Heuer ist das anders. Der Gemeinsame Bundesausschuss (G-BA) legte bereits im Frühjahr 2018 fest, dass Menschen in Risikogruppen einen Vierfachimpfstoff bekommen, der die Virustypen A und B enthält.
Gibt es genügend Stoff?
Nur: Gibt es genügend Impfstoff? Scheinbar ja, denn die Nachfrage ist laut Bernward Unger stark zurückgegangen. Unger ist unterfränkischer Bezirksvorsitzender im Bayerischen Apothekerverband. Der Apotheker aus Dettelbach sagt: "Im Moment herrscht kein Mangel, weil keine Nachfrage da ist." Wenn eine große Grippewelle käme, beispielsweise aus Osteuropa, "und wir wissen, dass die in zwei Wochen bei uns aufschlägt, dann hätten wir ein Problem", sagt der Apotheker. Er selbst hat derzeit nur noch wenige Impfdosen im Schrank. "Und auch in den letzten fünf Wochen habe ich nur zwei oder drei Impfdosen gebraucht."
Viel mehr planten die Apotheker in Kürze schon für die Grippe-Saison 2019/2020. Denn die Impfdosen sind teuer, rund 13 Euro kostet eine Spritze. "Wenn ich zu viel bestelle, kann ich den Impfstoff nach der Grippewelle wegwerfen - zurückgeben kann ich die Dosen nicht."

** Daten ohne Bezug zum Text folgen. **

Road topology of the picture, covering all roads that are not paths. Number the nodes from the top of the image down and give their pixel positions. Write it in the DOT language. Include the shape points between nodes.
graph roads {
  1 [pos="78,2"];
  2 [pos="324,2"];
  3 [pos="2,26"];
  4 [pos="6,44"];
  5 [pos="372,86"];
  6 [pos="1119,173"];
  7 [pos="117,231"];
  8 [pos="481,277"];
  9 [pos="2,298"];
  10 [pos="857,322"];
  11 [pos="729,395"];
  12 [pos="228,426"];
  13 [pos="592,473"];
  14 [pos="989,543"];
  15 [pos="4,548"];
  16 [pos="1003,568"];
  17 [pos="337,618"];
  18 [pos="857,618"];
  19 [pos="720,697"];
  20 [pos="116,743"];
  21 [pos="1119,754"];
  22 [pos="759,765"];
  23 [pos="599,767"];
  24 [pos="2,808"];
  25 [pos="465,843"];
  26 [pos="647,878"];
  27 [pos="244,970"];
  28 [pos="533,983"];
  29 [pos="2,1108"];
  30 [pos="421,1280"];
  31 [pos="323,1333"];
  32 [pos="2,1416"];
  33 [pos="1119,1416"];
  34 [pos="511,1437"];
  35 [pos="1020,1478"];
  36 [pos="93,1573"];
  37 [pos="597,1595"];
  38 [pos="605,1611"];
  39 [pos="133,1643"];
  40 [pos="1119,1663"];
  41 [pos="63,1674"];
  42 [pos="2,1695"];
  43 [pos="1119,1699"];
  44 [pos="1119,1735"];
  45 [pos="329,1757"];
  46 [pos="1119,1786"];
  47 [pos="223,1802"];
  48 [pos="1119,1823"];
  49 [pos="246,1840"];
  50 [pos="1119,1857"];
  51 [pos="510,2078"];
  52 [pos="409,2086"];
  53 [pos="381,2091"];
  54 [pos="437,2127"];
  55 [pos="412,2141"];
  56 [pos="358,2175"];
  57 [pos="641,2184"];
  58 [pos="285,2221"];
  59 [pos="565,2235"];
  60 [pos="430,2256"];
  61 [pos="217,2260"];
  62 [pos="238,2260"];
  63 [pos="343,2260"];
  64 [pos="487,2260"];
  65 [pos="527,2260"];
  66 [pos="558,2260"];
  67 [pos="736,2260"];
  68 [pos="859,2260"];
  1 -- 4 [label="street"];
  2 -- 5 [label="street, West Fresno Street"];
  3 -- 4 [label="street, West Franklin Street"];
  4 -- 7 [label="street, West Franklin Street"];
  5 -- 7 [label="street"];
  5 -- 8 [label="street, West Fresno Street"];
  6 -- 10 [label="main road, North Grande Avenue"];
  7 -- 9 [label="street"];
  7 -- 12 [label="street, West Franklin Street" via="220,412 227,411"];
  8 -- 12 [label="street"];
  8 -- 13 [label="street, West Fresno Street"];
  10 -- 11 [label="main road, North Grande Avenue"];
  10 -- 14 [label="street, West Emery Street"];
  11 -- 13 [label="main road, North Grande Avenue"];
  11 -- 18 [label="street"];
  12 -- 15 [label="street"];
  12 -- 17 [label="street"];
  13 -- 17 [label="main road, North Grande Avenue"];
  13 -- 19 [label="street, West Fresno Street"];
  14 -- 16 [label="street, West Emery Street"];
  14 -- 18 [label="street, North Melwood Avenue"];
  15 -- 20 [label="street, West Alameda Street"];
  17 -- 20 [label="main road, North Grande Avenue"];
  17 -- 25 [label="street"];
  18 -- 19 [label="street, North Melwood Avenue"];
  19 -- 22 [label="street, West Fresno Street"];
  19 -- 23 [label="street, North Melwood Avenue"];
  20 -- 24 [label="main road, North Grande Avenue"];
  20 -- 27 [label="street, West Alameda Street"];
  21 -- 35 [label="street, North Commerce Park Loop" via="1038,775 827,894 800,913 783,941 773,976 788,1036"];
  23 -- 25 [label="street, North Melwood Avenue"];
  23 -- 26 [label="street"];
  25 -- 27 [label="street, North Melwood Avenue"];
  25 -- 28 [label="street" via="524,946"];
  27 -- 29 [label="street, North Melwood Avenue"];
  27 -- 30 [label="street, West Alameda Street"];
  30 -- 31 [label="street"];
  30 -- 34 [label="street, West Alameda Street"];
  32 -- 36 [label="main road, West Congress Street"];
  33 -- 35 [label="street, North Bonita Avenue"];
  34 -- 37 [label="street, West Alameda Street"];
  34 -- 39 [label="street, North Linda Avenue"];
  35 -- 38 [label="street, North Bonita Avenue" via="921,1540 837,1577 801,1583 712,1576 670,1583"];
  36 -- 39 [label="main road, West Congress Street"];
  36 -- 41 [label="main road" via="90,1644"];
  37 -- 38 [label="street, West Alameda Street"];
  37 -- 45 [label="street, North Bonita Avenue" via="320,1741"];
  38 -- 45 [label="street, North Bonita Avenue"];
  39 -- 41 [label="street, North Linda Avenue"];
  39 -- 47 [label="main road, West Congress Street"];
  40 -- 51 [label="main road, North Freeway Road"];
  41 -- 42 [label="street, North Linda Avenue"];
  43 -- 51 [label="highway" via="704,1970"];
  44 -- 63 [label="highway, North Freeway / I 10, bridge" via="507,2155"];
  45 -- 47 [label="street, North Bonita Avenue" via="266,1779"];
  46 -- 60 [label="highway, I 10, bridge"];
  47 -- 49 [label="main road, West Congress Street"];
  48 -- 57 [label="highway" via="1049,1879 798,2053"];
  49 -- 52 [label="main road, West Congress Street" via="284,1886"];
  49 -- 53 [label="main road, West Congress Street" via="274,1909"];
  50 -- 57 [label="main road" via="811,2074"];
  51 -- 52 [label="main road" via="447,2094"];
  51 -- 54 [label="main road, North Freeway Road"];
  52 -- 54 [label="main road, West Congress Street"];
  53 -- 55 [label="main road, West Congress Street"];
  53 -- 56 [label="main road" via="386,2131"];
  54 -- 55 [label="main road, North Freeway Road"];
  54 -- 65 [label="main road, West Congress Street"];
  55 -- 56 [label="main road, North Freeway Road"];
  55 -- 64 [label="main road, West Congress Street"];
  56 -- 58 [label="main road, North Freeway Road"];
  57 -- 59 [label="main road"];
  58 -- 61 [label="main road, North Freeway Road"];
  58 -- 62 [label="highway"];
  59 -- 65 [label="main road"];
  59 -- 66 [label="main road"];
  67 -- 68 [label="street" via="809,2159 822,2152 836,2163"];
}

Das Gesundheitsamt Bad Kissingen kann keine Auskunft darüber geben, ob es genügend Impfstoff im Landkreis gibt. "Menschen, die sich gegen Grippe impfen lassen möchten, sollten zu ihrem Arzt oder zu ihrer Ärztin gehen, um sich dort über die Verfügbarkeit zu informieren."
Grundsätzlich ist eine Impfung auch jetzt noch sinnvoll. Eine Grippeimpfung im Herbst ist zwar besonders zu empfehlen, doch auch später ist eine Impfung noch sinnvoll, da eine anhaltende Zirkulation der Viren meist erst ab Januar zu beobachten ist, so Melanie Hofmann vom Landratsamt. Es dauert zehn bis 14 Tage, bis der Impfschutz vollständig aufgebaut ist.